= ASSIGNMENT =
Pick out and copy every line below that has the word "CHARCOT".

= INFORMATION SHOWN =
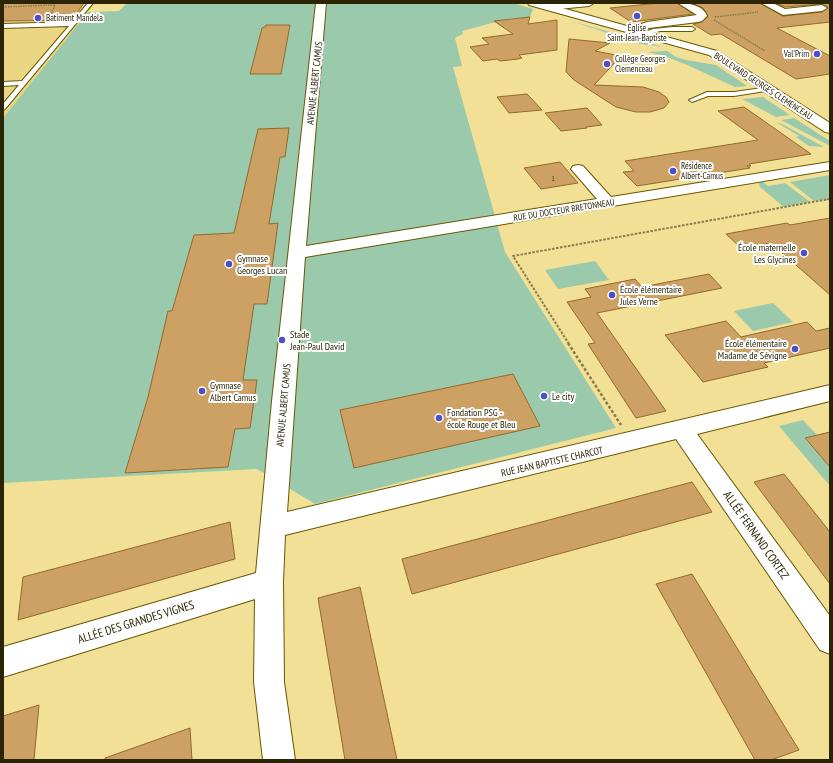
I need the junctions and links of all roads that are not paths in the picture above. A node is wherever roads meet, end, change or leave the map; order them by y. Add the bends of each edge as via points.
1 (92, 3) edge
2 (533, 3) edge
3 (589, 3) edge
4 (683, 3) edge
5 (766, 3) edge
6 (812, 3) edge
7 (321, 5) edge
8 (548, 7) junction
9 (826, 10) edge
10 (74, 24) junction
11 (3, 26) edge
12 (692, 29) dead end
13 (637, 32) junction
14 (25, 83) junction
15 (3, 84) edge
16 (769, 89) junction
17 (692, 100) dead end
18 (3, 108) edge
19 (830, 129) edge
20 (830, 166) edge
21 (578, 169) dead end
22 (608, 202) junction
23 (297, 253) junction
24 (830, 393) edge
25 (682, 430) junction
26 (273, 527) junction
27 (269, 582) junction
28 (830, 640) edge
29 (3, 662) edge
30 (279, 760) edge

1 - 10 lane
2 - 8 main road, BOULEVARD GEORGES CLEMENCEAU
3 - 8 street
4 - 13 street via 705,17 640,26
5 - 9 street via 783,12
6 - 9 street
7 - 23 street, AVENUE ALBERT CAMUS
8 - 13 main road, BOULEVARD GEORGES CLEMENCEAU
10 - 11 lane
10 - 14 lane
12 - 13 lane
13 - 16 main road, BOULEVARD GEORGES CLEMENCEAU via 713,53
14 - 15 lane
14 - 18 lane
16 - 17 lane via 734,94 707,94
16 - 19 main road, BOULEVARD GEORGES CLEMENCEAU
20 - 22 street, RUE DU DOCTEUR BRETONNEAU
21 - 22 street
22 - 23 street, RUE DU DOCTEUR BRETONNEAU
23 - 26 street, AVENUE ALBERT CAMUS
24 - 25 street, RUE JEAN BAPTISTE CHARCOT
25 - 26 street, RUE JEAN BAPTISTE CHARCOT
25 - 28 street, ALLÉE FERNAND CORTEZ
26 - 27 street, AVENUE ALBERT CAMUS
27 - 29 street, ALLÉE DES GRANDES VIGNES
27 - 30 street, AVENUE ALBERT CAMUS via 270,682

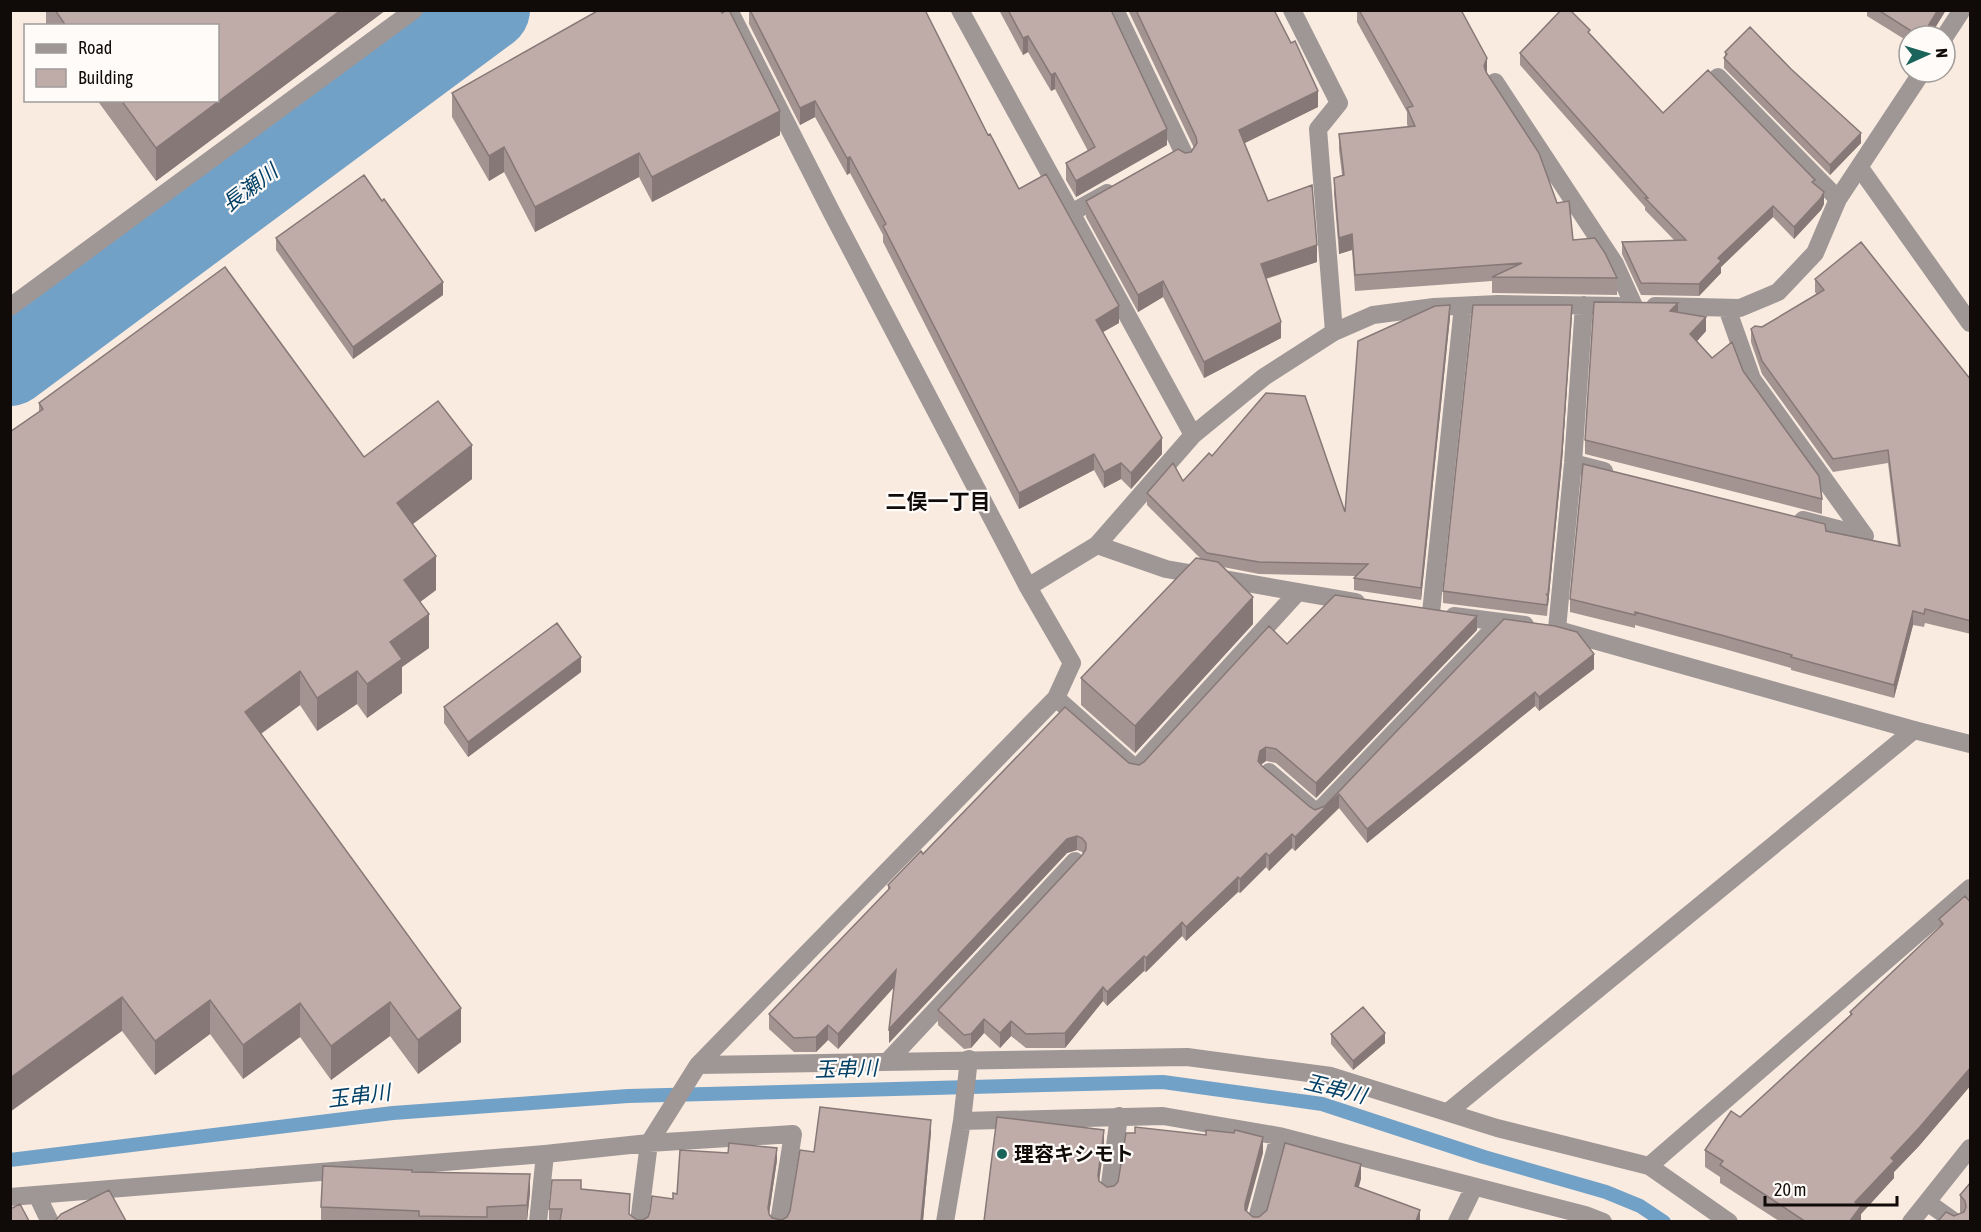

= SOLUTION BELOW =
24 - 25 street, RUE JEAN BAPTISTE CHARCOT
25 - 26 street, RUE JEAN BAPTISTE CHARCOT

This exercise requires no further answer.